**THE DATA**
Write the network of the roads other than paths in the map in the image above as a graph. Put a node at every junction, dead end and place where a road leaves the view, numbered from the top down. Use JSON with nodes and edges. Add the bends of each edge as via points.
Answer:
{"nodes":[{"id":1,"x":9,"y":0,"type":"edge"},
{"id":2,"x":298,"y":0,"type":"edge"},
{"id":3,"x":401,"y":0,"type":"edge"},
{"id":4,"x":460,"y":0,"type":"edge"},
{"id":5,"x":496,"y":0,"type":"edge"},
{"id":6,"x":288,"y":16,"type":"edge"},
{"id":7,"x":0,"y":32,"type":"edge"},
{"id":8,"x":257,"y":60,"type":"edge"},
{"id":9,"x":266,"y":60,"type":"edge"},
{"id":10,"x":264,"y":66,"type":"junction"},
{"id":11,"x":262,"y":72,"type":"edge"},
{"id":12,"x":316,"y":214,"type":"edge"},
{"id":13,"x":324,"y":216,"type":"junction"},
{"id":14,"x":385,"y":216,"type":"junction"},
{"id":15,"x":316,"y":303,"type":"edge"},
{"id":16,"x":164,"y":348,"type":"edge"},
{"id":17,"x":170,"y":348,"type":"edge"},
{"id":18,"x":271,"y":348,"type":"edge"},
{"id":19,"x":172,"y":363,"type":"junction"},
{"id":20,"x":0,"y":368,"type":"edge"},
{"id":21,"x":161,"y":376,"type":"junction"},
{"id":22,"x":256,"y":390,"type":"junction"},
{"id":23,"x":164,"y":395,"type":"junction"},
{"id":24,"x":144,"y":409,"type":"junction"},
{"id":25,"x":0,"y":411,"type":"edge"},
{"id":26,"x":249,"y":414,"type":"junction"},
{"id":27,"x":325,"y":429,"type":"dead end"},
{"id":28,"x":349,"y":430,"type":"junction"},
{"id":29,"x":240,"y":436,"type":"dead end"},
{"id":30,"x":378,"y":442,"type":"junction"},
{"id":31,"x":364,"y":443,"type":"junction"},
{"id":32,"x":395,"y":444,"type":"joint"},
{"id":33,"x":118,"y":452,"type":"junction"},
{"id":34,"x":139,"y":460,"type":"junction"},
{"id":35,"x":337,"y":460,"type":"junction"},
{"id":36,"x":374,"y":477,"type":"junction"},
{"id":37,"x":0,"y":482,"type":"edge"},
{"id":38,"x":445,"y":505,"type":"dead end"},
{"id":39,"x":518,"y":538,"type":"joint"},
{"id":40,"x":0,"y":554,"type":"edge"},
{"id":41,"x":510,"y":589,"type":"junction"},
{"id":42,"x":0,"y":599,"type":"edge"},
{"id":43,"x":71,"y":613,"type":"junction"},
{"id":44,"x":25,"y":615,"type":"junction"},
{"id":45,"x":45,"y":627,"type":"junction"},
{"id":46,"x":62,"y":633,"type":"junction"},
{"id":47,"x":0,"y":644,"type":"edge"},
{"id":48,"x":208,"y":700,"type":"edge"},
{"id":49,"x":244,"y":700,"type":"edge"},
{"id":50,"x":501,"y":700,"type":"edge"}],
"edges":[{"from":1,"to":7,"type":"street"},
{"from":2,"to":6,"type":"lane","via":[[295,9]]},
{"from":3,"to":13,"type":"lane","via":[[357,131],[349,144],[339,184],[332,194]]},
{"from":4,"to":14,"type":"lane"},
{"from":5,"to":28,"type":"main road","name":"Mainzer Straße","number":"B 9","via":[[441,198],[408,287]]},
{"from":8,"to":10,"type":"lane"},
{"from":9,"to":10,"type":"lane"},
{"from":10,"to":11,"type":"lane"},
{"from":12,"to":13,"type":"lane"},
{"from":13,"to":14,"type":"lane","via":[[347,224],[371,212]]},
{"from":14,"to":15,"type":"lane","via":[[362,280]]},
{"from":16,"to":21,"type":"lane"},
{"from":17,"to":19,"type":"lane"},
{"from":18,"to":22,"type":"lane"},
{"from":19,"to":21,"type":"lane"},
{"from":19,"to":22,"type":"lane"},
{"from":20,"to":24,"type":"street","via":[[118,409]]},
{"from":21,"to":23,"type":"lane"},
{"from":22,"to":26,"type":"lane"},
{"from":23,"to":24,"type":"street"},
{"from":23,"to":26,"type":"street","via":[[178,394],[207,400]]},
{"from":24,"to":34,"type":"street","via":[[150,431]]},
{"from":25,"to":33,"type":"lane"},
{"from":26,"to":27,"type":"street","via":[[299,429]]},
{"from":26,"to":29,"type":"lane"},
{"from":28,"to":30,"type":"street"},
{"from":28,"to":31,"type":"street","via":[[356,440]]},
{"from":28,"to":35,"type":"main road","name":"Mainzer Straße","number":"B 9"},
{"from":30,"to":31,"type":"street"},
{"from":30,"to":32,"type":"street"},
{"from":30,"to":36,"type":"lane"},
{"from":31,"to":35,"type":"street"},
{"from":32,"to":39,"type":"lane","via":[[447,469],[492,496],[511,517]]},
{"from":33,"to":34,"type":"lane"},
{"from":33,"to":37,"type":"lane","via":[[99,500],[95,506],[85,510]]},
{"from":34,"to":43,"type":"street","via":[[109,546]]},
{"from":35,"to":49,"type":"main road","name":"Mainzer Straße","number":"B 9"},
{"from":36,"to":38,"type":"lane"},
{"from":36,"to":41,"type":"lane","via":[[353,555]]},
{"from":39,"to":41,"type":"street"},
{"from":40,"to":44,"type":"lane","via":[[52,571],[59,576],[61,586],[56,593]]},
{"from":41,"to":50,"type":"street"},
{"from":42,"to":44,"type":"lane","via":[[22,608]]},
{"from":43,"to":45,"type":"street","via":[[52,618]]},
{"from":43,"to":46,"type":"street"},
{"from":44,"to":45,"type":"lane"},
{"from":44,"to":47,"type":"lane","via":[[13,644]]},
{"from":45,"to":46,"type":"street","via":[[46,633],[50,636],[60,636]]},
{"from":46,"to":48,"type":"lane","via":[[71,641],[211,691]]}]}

**ACTIVITY**
Set down each entry from above once more, exactly as written.

**EXERCISE SOLUTION**
Write the network of the roads other than paths in the map in the image above as a graph. Put a node at every junction, dead end and place where a road leaves the view, numbered from the top down. Use JSON with nodes and edges. Add the bends of each edge as via points.
Answer:
{"nodes":[{"id":1,"x":9,"y":0,"type":"edge"},
{"id":2,"x":298,"y":0,"type":"edge"},
{"id":3,"x":401,"y":0,"type":"edge"},
{"id":4,"x":460,"y":0,"type":"edge"},
{"id":5,"x":496,"y":0,"type":"edge"},
{"id":6,"x":288,"y":16,"type":"edge"},
{"id":7,"x":0,"y":32,"type":"edge"},
{"id":8,"x":257,"y":60,"type":"edge"},
{"id":9,"x":266,"y":60,"type":"edge"},
{"id":10,"x":264,"y":66,"type":"junction"},
{"id":11,"x":262,"y":72,"type":"edge"},
{"id":12,"x":316,"y":214,"type":"edge"},
{"id":13,"x":324,"y":216,"type":"junction"},
{"id":14,"x":385,"y":216,"type":"junction"},
{"id":15,"x":316,"y":303,"type":"edge"},
{"id":16,"x":164,"y":348,"type":"edge"},
{"id":17,"x":170,"y":348,"type":"edge"},
{"id":18,"x":271,"y":348,"type":"edge"},
{"id":19,"x":172,"y":363,"type":"junction"},
{"id":20,"x":0,"y":368,"type":"edge"},
{"id":21,"x":161,"y":376,"type":"junction"},
{"id":22,"x":256,"y":390,"type":"junction"},
{"id":23,"x":164,"y":395,"type":"junction"},
{"id":24,"x":144,"y":409,"type":"junction"},
{"id":25,"x":0,"y":411,"type":"edge"},
{"id":26,"x":249,"y":414,"type":"junction"},
{"id":27,"x":325,"y":429,"type":"dead end"},
{"id":28,"x":349,"y":430,"type":"junction"},
{"id":29,"x":240,"y":436,"type":"dead end"},
{"id":30,"x":378,"y":442,"type":"junction"},
{"id":31,"x":364,"y":443,"type":"junction"},
{"id":32,"x":395,"y":444,"type":"joint"},
{"id":33,"x":118,"y":452,"type":"junction"},
{"id":34,"x":139,"y":460,"type":"junction"},
{"id":35,"x":337,"y":460,"type":"junction"},
{"id":36,"x":374,"y":477,"type":"junction"},
{"id":37,"x":0,"y":482,"type":"edge"},
{"id":38,"x":445,"y":505,"type":"dead end"},
{"id":39,"x":518,"y":538,"type":"joint"},
{"id":40,"x":0,"y":554,"type":"edge"},
{"id":41,"x":510,"y":589,"type":"junction"},
{"id":42,"x":0,"y":599,"type":"edge"},
{"id":43,"x":71,"y":613,"type":"junction"},
{"id":44,"x":25,"y":615,"type":"junction"},
{"id":45,"x":45,"y":627,"type":"junction"},
{"id":46,"x":62,"y":633,"type":"junction"},
{"id":47,"x":0,"y":644,"type":"edge"},
{"id":48,"x":208,"y":700,"type":"edge"},
{"id":49,"x":244,"y":700,"type":"edge"},
{"id":50,"x":501,"y":700,"type":"edge"}],
"edges":[{"from":1,"to":7,"type":"street"},
{"from":2,"to":6,"type":"lane","via":[[295,9]]},
{"from":3,"to":13,"type":"lane","via":[[357,131],[349,144],[339,184],[332,194]]},
{"from":4,"to":14,"type":"lane"},
{"from":5,"to":28,"type":"main road","name":"Mainzer Straße","number":"B 9","via":[[441,198],[408,287]]},
{"from":8,"to":10,"type":"lane"},
{"from":9,"to":10,"type":"lane"},
{"from":10,"to":11,"type":"lane"},
{"from":12,"to":13,"type":"lane"},
{"from":13,"to":14,"type":"lane","via":[[347,224],[371,212]]},
{"from":14,"to":15,"type":"lane","via":[[362,280]]},
{"from":16,"to":21,"type":"lane"},
{"from":17,"to":19,"type":"lane"},
{"from":18,"to":22,"type":"lane"},
{"from":19,"to":21,"type":"lane"},
{"from":19,"to":22,"type":"lane"},
{"from":20,"to":24,"type":"street","via":[[118,409]]},
{"from":21,"to":23,"type":"lane"},
{"from":22,"to":26,"type":"lane"},
{"from":23,"to":24,"type":"street"},
{"from":23,"to":26,"type":"street","via":[[178,394],[207,400]]},
{"from":24,"to":34,"type":"street","via":[[150,431]]},
{"from":25,"to":33,"type":"lane"},
{"from":26,"to":27,"type":"street","via":[[299,429]]},
{"from":26,"to":29,"type":"lane"},
{"from":28,"to":30,"type":"street"},
{"from":28,"to":31,"type":"street","via":[[356,440]]},
{"from":28,"to":35,"type":"main road","name":"Mainzer Straße","number":"B 9"},
{"from":30,"to":31,"type":"street"},
{"from":30,"to":32,"type":"street"},
{"from":30,"to":36,"type":"lane"},
{"from":31,"to":35,"type":"street"},
{"from":32,"to":39,"type":"lane","via":[[447,469],[492,496],[511,517]]},
{"from":33,"to":34,"type":"lane"},
{"from":33,"to":37,"type":"lane","via":[[99,500],[95,506],[85,510]]},
{"from":34,"to":43,"type":"street","via":[[109,546]]},
{"from":35,"to":49,"type":"main road","name":"Mainzer Straße","number":"B 9"},
{"from":36,"to":38,"type":"lane"},
{"from":36,"to":41,"type":"lane","via":[[353,555]]},
{"from":39,"to":41,"type":"street"},
{"from":40,"to":44,"type":"lane","via":[[52,571],[59,576],[61,586],[56,593]]},
{"from":41,"to":50,"type":"street"},
{"from":42,"to":44,"type":"lane","via":[[22,608]]},
{"from":43,"to":45,"type":"street","via":[[52,618]]},
{"from":43,"to":46,"type":"street"},
{"from":44,"to":45,"type":"lane"},
{"from":44,"to":47,"type":"lane","via":[[13,644]]},
{"from":45,"to":46,"type":"street","via":[[46,633],[50,636],[60,636]]},
{"from":46,"to":48,"type":"lane","via":[[71,641],[211,691]]}]}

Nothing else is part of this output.